SuperCom (NASDAQ: SPCB) has landed a major national electronic monitoring contract with Sweden’s Prison and Probation Service (Kriminalvarden), valued at approximately $17 million over a term of up to nine years. The deal represents the company’s fourth contract win in Sweden and a sixfold expansion compared to its initial 2019 project launch in the country.
The contract was awarded following a rigorous formal procurement process that stretched over more than a year. Five companies submitted bids, including the previous incumbent provider that had served Sweden’s electronic monitoring needs for roughly 25 years. The fact that SuperCom displaced a supplier with that kind of tenure speaks volumes about where the technology evaluation landed.
Under the agreement, SuperCom will roll out its PureSecurity Electronic Monitoring Suite across several public safety programs. These include GPS tracking of offenders, home detention monitoring, indoor facility monitoring using RF-based beacon technology, and potential future expansion into alcohol monitoring.
The PureSecurity platform is built around a suite of purpose-designed hardware and cloud software. At the core sits the PureOne tracking bracelet, an all-in-one GPS device featuring multi-constellation positioning, BLE connectivity, and advanced tamper detection. For indoor environments where GPS signals fall short, the system uses PureBeacon, a lightweight RF device that provides reliable location verification inside buildings and correctional facilities. The platform ties everything together through PureMonitor, a cloud-based management layer that handles scheduling, geo-fence alerts, reporting, and real-time tracking data.
SuperCom has deep roots in RFID and identification technology, having operated in the space since 1988. The company’s electronic monitoring solutions draw on that heritage, combining RF and GPS tracking with encrypted communications and energy-efficient device architecture designed to maximize battery life in the field.
Sweden itself has been a pioneer in electronic monitoring within Europe, with probation programs dating back to 1994. SuperCom first entered the Swedish market with a $7 million contract in 2018, followed by additional projects including a juvenile monitoring program in 2022. This latest award cements the company’s position as the country’s primary EM technology partner.

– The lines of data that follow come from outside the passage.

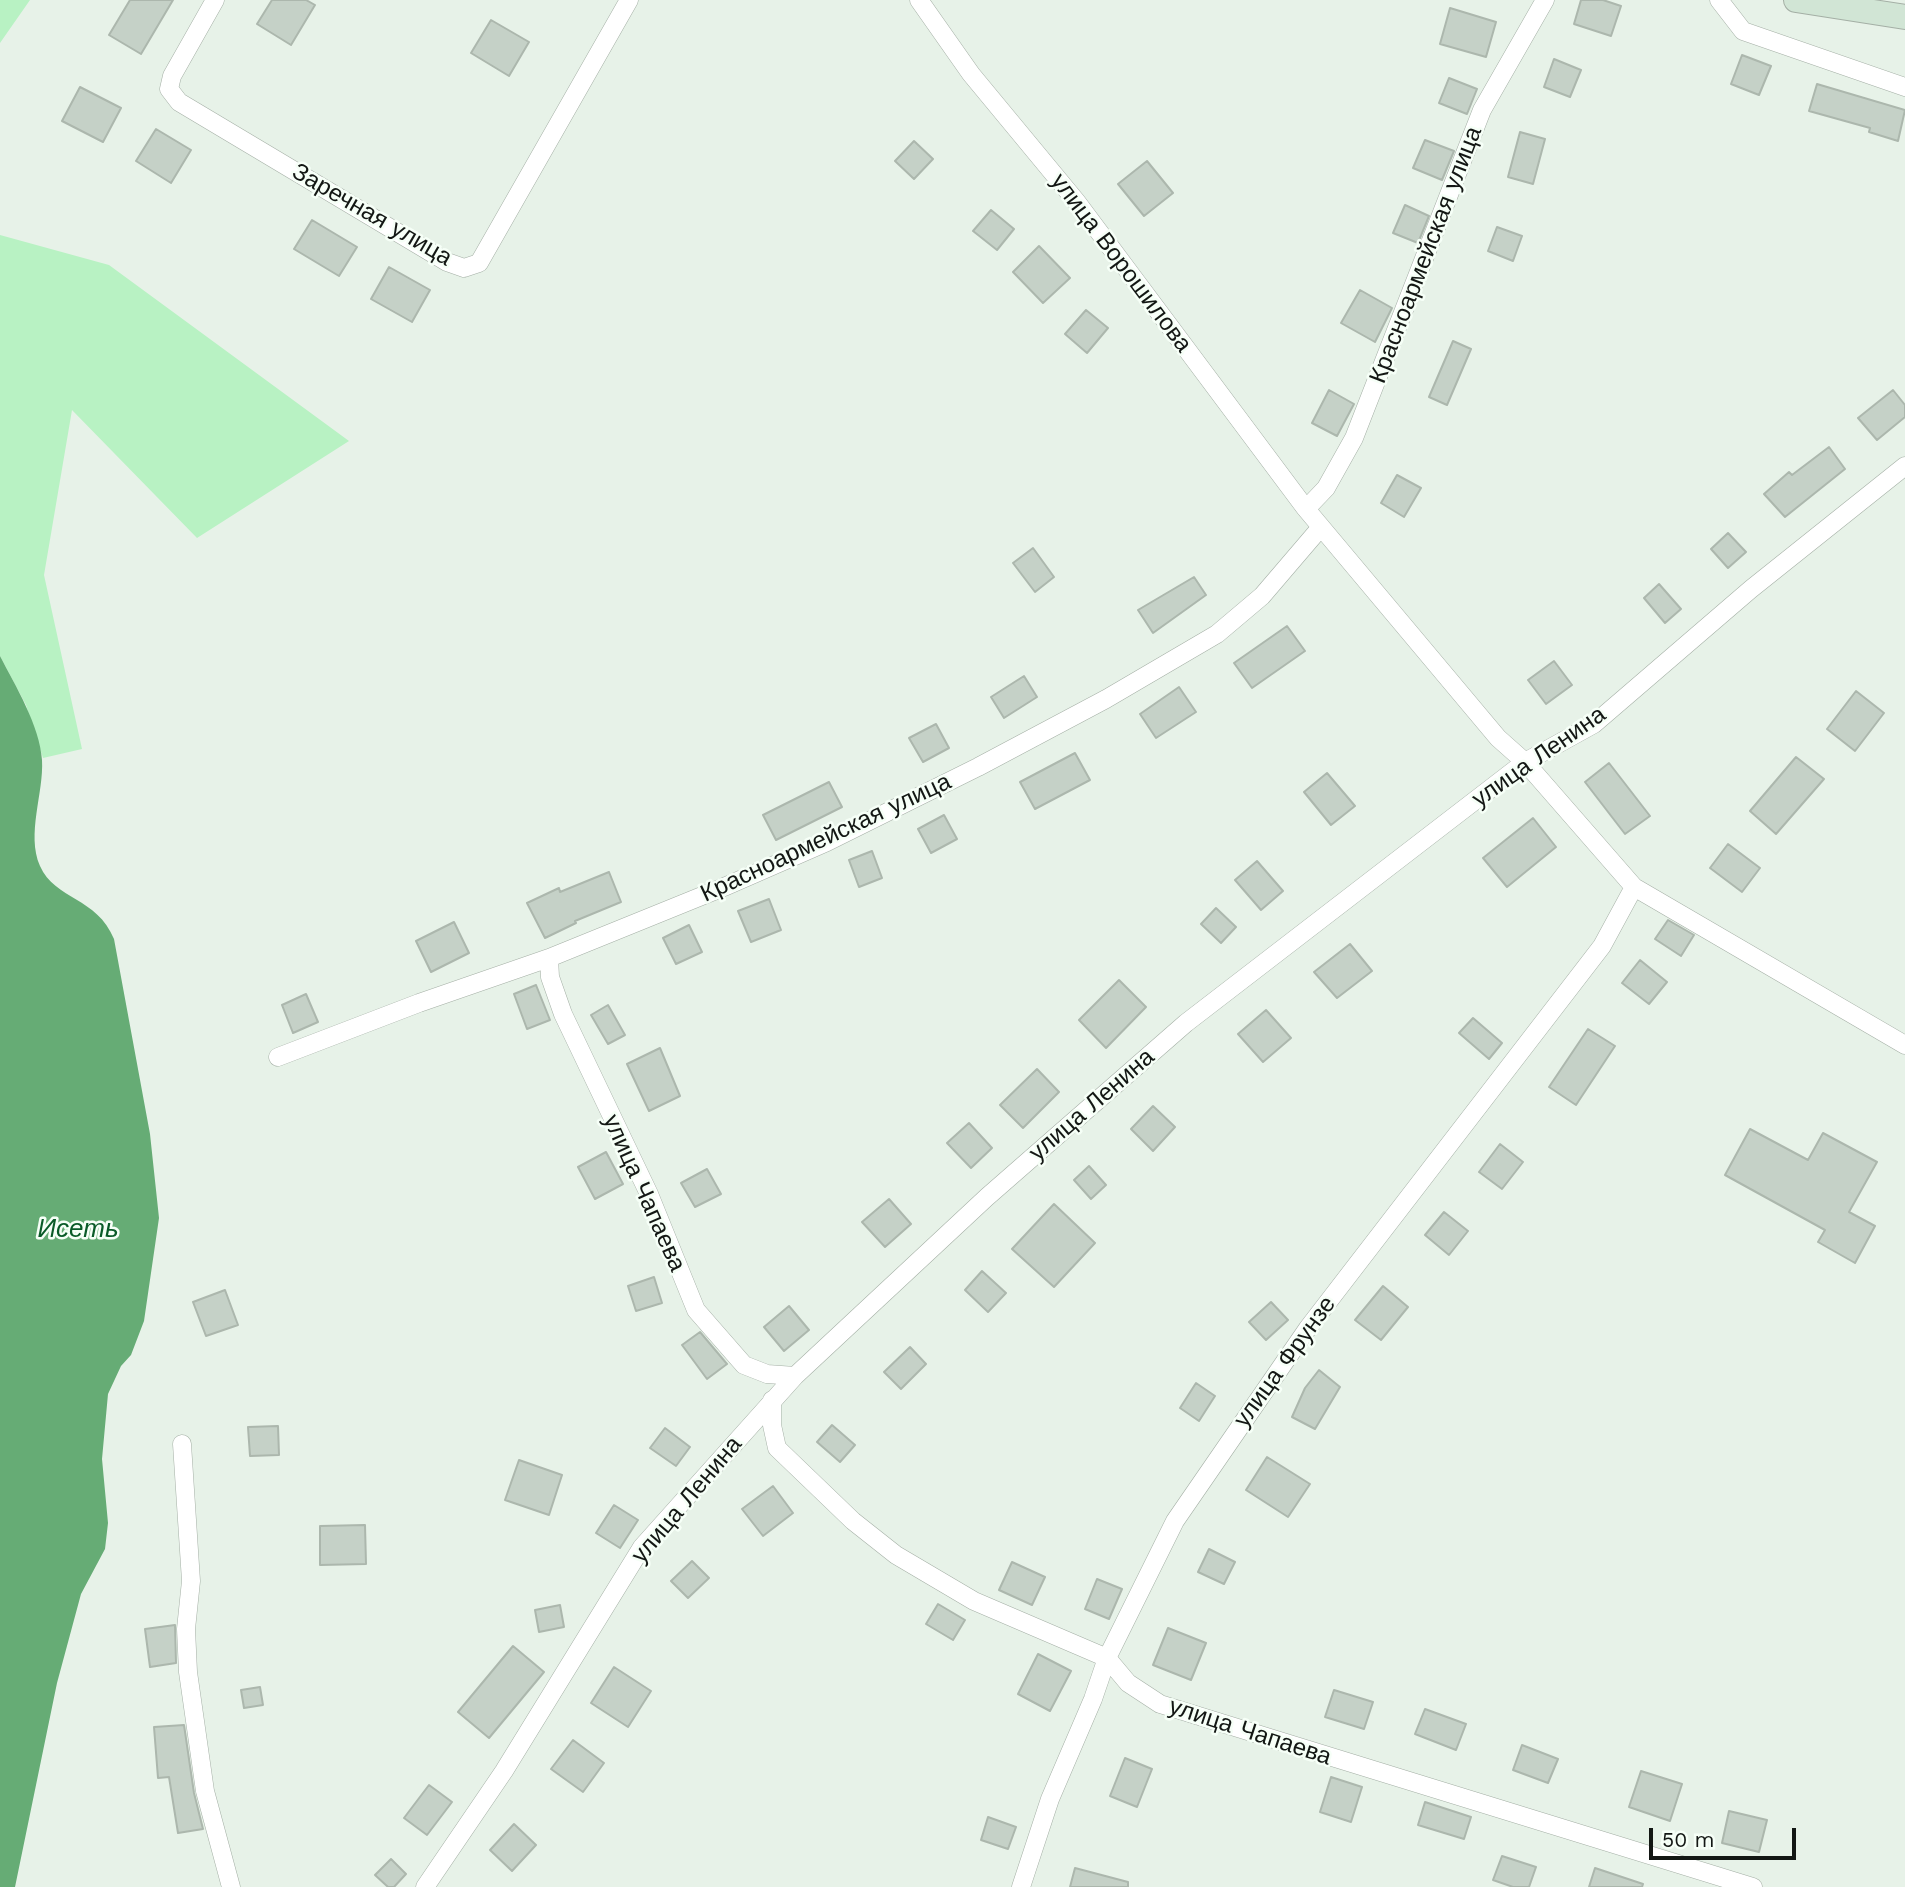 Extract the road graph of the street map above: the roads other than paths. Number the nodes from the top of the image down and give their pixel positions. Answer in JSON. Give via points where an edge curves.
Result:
{"nodes":[{"id":1,"x":215,"y":0,"type":"edge"},
{"id":2,"x":629,"y":0,"type":"edge"},
{"id":3,"x":919,"y":0,"type":"edge"},
{"id":4,"x":1545,"y":0,"type":"edge"},
{"id":5,"x":1719,"y":0,"type":"edge"},
{"id":6,"x":1796,"y":0,"type":"edge"},
{"id":7,"x":1905,"y":17,"type":"edge"},
{"id":8,"x":1905,"y":87,"type":"edge"},
{"id":9,"x":1905,"y":466,"type":"edge"},
{"id":10,"x":1306,"y":509,"type":"junction"},
{"id":11,"x":1321,"y":527,"type":"junction"},
{"id":12,"x":1525,"y":762,"type":"junction"},
{"id":13,"x":1634,"y":887,"type":"junction"},
{"id":14,"x":549,"y":958,"type":"junction"},
{"id":15,"x":1905,"y":1045,"type":"edge"},
{"id":16,"x":278,"y":1057,"type":"dead end"},
{"id":17,"x":795,"y":1376,"type":"junction"},
{"id":18,"x":772,"y":1400,"type":"junction"},
{"id":19,"x":182,"y":1444,"type":"dead end"},
{"id":20,"x":1107,"y":1658,"type":"junction"},
{"id":21,"x":231,"y":1887,"type":"edge"},
{"id":22,"x":425,"y":1887,"type":"edge"},
{"id":23,"x":1021,"y":1887,"type":"edge"},
{"id":24,"x":1753,"y":1887,"type":"edge"}],
"edges":[{"from":1,"to":2,"type":"street","name":"Заречная улица","via":[[172,76],[169,89],[179,102],[464,268],[479,263]]},
{"from":3,"to":10,"type":"street","name":"улица Ворошилова"},
{"from":4,"to":10,"type":"street","name":"Красноармейская улица","via":[[1482,110],[1354,438],[1326,488]]},
{"from":5,"to":8,"type":"street","via":[[1743,31]]},
{"from":6,"to":7,"type":"main road"},
{"from":9,"to":12,"type":"street","name":"улица Ленина","via":[[1751,589],[1594,724]]},
{"from":10,"to":11,"type":"street","name":"улица Ворошилова"},
{"from":11,"to":12,"type":"street","name":"улица Ворошилова","via":[[1498,738]]},
{"from":11,"to":14,"type":"street","name":"Красноармейская улица","via":[[1240,617],[1105,699],[827,842]]},
{"from":12,"to":13,"type":"street","name":"улица Ворошилова"},
{"from":12,"to":17,"type":"street","name":"улица Ленина","via":[[1186,1023],[987,1197]]},
{"from":13,"to":15,"type":"street","name":"улица Ворошилова"},
{"from":13,"to":20,"type":"street","name":"улица Фрунзе","via":[[1602,946],[1308,1328],[1226,1444],[1175,1521]]},
{"from":14,"to":16,"type":"street","name":"Красноармейская улица"},
{"from":14,"to":17,"type":"street","name":"улица Чапаева","via":[[550,977],[563,1014],[649,1194],[696,1310],[744,1365],[767,1374]]},
{"from":17,"to":18,"type":"street","name":"улица Ленина"},
{"from":18,"to":20,"type":"street","name":"улица Чапаева","via":[[778,1448],[825,1496],[885,1546],[974,1601]]},
{"from":18,"to":22,"type":"street","name":"улица Ленина","via":[[642,1547],[504,1771]]},
{"from":19,"to":21,"type":"street","via":[[191,1581],[188,1672],[205,1791]]},
{"from":20,"to":23,"type":"street","name":"улица Фрунзе","via":[[1050,1799]]},
{"from":20,"to":24,"type":"street","name":"улица Чапаева","via":[[1128,1683],[1160,1704],[1193,1716]]}]}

CEO Ordan Trabelsi noted that SuperCom has now secured more than 15 national projects and expansions across Europe in recent years. The Sweden contract also includes scope for meaningful additional revenue if the government adds programs over the contract period.
For the broader electronic monitoring sector, the win underscores a continued shift toward integrated, multi-mode tracking platforms that combine GPS, RF, and cellular connectivity in a single ecosystem. As governments demand more capable and reliable supervision tools, suppliers with proven field deployments and scalable technology stacks are pulling ahead.